#### GOAL OF THE EXERCISE:
Your answer should be the lines of the material that include the word "absolute".

#### EXCERPTED RECORDS:

=== Section Start ===

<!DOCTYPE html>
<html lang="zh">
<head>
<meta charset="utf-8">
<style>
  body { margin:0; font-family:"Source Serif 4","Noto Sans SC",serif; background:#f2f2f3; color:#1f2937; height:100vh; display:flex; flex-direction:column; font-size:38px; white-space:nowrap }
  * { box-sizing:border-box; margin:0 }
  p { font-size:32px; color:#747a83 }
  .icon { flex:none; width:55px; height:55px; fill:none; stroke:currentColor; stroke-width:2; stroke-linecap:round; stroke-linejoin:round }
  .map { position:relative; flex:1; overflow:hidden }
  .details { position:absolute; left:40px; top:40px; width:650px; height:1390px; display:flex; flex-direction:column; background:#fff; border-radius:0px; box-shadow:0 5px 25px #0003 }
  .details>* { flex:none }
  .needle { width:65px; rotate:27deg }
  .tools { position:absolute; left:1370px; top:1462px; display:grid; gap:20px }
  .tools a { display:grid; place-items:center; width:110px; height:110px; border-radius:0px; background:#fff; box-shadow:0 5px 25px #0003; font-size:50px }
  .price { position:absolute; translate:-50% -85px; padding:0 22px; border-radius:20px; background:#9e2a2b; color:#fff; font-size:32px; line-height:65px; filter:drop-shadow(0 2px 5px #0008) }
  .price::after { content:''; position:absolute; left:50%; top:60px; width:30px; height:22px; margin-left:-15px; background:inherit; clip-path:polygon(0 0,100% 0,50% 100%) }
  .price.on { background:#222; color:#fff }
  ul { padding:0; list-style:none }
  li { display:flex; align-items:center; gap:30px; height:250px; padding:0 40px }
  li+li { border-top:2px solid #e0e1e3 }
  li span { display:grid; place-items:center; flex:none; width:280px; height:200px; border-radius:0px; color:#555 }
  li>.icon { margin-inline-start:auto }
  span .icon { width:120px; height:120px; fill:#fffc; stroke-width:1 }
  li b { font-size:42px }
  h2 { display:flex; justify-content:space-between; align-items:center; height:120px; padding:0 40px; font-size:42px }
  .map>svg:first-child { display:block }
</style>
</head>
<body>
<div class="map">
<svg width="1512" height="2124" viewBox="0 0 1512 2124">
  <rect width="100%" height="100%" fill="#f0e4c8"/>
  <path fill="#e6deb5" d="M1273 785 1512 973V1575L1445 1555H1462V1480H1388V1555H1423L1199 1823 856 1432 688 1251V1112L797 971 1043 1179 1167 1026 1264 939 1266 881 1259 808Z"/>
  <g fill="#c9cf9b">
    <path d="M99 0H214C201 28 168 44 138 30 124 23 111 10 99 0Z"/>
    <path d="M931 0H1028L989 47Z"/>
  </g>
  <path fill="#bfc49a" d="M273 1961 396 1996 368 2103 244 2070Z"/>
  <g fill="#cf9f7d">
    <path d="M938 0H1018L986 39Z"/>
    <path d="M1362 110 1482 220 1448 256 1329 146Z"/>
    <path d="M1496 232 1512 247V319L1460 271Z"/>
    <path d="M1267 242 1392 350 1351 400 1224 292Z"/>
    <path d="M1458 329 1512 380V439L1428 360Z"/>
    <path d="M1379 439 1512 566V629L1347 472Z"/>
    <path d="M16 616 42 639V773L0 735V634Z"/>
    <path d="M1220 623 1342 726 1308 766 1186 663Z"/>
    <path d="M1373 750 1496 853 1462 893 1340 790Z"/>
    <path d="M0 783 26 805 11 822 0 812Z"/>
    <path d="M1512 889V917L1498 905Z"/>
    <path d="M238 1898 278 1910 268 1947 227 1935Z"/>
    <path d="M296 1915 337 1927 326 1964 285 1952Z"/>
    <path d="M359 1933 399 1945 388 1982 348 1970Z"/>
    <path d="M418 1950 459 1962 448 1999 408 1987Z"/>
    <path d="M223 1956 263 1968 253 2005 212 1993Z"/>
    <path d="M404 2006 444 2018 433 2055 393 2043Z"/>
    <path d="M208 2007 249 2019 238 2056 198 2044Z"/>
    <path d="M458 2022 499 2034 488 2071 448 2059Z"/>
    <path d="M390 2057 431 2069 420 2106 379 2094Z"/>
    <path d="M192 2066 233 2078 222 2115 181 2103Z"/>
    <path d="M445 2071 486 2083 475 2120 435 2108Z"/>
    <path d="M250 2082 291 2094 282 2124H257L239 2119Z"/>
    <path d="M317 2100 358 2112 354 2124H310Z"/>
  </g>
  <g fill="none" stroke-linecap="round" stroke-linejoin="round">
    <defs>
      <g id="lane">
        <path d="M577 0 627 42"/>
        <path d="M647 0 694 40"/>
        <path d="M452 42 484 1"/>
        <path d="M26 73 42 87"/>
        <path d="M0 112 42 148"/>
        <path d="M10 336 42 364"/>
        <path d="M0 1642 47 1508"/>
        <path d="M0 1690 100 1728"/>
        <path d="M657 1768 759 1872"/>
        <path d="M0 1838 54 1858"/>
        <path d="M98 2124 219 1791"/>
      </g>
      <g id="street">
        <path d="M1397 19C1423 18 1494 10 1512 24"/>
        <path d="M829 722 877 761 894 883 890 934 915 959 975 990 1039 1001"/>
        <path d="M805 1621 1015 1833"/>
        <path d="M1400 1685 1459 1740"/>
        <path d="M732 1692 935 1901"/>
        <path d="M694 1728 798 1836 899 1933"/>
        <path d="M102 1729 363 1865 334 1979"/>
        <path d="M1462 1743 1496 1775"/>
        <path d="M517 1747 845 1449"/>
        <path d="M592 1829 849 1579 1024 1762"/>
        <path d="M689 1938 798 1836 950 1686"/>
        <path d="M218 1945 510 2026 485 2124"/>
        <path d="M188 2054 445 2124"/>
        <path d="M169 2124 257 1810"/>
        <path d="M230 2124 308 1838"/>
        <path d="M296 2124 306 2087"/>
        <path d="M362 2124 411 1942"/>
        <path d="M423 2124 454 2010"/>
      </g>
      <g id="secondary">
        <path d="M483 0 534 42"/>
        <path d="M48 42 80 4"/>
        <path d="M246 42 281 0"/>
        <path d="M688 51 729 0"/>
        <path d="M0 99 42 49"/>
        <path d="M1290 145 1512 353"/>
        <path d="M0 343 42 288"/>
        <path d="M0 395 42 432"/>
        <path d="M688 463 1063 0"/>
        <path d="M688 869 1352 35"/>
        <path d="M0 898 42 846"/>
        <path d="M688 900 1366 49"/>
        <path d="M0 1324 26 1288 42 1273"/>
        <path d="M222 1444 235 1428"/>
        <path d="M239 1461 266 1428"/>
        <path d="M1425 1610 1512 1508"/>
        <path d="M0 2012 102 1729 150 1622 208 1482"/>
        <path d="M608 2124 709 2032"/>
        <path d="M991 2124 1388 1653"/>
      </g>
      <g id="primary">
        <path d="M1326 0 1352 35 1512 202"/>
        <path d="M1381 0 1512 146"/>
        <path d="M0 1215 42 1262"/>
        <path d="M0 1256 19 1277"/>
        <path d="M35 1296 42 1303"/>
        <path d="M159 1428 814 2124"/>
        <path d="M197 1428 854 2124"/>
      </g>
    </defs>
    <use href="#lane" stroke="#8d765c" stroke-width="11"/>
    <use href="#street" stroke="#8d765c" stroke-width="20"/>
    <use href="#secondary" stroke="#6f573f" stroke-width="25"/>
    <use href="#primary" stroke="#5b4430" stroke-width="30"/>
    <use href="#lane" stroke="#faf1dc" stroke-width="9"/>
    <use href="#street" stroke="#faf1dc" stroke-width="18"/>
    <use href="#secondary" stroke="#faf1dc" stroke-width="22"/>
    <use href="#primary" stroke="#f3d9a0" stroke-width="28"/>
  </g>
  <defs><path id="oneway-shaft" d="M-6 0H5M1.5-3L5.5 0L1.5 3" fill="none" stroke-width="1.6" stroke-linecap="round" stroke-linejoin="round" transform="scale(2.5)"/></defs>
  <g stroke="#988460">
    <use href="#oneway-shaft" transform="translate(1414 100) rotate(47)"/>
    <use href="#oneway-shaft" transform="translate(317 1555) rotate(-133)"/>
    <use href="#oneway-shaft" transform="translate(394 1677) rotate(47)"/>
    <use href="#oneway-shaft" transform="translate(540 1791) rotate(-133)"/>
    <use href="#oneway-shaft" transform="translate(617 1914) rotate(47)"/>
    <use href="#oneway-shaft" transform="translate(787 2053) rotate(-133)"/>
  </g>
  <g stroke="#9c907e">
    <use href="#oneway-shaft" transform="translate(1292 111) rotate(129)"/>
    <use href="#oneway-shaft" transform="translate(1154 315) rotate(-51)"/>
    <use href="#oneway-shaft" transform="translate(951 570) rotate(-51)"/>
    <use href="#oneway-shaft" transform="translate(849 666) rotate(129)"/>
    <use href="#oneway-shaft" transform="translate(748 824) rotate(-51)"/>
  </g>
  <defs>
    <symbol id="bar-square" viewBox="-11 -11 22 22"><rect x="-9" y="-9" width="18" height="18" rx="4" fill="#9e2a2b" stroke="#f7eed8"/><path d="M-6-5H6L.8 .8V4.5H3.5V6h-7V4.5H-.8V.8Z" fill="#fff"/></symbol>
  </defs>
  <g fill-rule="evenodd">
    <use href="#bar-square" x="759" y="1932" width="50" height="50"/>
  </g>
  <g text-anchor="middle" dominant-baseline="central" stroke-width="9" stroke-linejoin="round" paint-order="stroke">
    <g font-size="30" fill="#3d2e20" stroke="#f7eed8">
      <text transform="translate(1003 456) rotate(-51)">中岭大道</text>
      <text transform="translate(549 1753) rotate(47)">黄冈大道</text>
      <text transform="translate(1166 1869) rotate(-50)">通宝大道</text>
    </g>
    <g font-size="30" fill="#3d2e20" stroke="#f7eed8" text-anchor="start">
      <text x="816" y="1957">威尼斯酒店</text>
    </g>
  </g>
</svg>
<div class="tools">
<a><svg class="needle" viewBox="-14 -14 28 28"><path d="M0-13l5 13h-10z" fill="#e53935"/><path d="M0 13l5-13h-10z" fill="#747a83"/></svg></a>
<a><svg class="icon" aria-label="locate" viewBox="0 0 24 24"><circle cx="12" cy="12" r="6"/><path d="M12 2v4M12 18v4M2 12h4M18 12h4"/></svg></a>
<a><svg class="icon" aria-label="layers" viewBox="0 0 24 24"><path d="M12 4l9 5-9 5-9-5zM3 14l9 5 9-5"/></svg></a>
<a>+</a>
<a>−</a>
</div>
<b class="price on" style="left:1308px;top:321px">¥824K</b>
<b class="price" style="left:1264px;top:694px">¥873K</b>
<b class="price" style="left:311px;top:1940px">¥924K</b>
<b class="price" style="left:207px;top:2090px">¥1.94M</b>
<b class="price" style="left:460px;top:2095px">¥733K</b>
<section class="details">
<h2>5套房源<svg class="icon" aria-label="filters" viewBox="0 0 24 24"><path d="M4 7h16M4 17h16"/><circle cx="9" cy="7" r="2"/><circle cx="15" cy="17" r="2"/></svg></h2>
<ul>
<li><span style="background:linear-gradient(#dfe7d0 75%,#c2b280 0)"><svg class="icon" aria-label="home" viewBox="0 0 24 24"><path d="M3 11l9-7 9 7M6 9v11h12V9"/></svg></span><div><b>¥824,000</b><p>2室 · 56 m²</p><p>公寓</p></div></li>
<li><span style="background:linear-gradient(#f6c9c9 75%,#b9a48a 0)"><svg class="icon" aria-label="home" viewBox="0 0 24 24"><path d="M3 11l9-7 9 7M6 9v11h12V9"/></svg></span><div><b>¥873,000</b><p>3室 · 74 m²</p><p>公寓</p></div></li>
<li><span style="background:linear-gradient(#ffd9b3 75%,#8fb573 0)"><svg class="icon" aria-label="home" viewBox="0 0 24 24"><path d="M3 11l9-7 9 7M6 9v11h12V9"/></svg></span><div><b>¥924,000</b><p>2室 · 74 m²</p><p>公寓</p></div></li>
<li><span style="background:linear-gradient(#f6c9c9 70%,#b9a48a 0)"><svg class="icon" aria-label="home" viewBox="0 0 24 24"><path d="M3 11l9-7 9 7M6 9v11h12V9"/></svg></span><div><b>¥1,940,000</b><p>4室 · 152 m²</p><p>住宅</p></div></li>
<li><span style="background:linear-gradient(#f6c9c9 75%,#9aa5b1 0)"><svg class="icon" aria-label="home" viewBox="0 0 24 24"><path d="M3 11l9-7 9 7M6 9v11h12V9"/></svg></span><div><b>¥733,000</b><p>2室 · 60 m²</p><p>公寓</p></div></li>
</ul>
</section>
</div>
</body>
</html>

=== Section End ===

#### RESPONSE AREA:
  .details { position:absolute; left:40px; top:40px; width:650px; height:1390px; display:flex; flex-direction:column; background:#fff; border-radius:0px; box-shadow:0 5px 25px #0003 }
  .tools { position:absolute; left:1370px; top:1462px; display:grid; gap:20px }
  .price { position:absolute; translate:-50% -85px; padding:0 22px; border-radius:20px; background:#9e2a2b; color:#fff; font-size:32px; line-height:65px; filter:drop-shadow(0 2px 5px #0008) }
  .price::after { content:''; position:absolute; left:50%; top:60px; width:30px; height:22px; margin-left:-15px; background:inherit; clip-path:polygon(0 0,100% 0,50% 100%) }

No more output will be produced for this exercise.